» Data provided
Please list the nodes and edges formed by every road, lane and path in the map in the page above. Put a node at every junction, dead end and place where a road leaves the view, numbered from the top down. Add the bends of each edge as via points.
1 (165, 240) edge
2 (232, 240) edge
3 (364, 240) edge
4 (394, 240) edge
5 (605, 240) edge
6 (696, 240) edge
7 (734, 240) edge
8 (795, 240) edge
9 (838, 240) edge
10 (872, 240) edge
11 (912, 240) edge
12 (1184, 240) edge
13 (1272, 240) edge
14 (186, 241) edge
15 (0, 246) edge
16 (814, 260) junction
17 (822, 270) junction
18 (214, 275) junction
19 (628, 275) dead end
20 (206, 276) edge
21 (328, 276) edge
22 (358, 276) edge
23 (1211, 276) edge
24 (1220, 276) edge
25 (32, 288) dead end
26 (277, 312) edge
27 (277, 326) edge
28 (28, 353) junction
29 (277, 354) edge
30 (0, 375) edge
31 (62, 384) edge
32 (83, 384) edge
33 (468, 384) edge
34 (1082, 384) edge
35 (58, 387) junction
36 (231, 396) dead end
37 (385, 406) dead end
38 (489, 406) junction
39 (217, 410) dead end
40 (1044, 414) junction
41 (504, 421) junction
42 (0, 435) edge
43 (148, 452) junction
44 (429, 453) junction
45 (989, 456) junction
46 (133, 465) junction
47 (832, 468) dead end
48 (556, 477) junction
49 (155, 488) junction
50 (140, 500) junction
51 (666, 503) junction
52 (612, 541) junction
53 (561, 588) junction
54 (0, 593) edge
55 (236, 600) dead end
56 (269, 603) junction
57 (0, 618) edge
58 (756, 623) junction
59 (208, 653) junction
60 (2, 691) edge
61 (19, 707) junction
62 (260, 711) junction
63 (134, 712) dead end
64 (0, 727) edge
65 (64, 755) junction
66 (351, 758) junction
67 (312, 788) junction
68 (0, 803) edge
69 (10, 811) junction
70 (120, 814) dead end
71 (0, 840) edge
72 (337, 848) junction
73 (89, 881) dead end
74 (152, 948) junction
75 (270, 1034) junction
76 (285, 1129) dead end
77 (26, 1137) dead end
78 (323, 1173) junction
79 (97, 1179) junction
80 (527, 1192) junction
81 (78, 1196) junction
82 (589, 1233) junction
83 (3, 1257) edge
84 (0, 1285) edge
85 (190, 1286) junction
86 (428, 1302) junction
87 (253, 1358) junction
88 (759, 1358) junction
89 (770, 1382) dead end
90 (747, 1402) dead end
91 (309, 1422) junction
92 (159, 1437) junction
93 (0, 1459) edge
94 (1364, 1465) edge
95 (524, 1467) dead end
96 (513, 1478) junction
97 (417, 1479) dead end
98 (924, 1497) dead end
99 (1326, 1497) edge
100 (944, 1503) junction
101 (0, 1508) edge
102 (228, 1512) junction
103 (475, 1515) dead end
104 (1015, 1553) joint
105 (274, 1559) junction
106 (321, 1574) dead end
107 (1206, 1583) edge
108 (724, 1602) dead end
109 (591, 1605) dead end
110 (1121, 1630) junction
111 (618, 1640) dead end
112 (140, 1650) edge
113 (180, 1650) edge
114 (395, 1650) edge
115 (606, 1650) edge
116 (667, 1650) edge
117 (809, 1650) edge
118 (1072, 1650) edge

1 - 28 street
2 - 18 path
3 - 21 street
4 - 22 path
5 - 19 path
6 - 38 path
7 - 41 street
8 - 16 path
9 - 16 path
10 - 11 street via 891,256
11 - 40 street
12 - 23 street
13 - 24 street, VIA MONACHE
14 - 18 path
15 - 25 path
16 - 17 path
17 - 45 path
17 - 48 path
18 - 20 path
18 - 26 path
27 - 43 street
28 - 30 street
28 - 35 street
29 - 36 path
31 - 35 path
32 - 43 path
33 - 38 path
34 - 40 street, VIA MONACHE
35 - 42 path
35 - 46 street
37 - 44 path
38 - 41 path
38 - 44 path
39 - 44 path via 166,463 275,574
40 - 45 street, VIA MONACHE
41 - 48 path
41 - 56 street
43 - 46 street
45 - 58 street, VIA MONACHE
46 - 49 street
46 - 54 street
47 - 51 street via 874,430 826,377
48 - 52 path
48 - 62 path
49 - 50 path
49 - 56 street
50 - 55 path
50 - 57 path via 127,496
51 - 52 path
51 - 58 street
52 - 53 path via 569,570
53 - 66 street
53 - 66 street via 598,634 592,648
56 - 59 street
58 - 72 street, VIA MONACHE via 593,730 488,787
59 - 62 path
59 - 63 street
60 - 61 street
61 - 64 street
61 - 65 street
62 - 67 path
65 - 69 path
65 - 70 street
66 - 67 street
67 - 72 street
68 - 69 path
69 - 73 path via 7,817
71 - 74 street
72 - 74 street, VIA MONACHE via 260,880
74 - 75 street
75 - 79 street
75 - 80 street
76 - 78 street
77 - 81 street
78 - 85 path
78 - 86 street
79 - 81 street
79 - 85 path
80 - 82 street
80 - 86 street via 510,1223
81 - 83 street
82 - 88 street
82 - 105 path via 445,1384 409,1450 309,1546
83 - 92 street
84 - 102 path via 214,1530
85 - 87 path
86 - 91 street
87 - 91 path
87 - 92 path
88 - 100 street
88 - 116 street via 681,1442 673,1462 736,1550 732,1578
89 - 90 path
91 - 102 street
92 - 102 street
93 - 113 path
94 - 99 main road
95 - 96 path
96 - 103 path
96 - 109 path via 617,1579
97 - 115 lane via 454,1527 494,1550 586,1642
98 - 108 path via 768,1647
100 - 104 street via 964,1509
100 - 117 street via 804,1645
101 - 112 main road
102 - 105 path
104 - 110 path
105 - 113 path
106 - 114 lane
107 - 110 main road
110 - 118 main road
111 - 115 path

» Required action
Report each line of the listing above that uses the word "road".

» Solved exercise
Please list the nodes and edges formed by every road, lane and path in the map in the page above. Put a node at every junction, dead end and place where a road leaves the view, numbered from the top down. Add the bends of each edge as via points.
94 - 99 main road
101 - 112 main road
107 - 110 main road
110 - 118 main road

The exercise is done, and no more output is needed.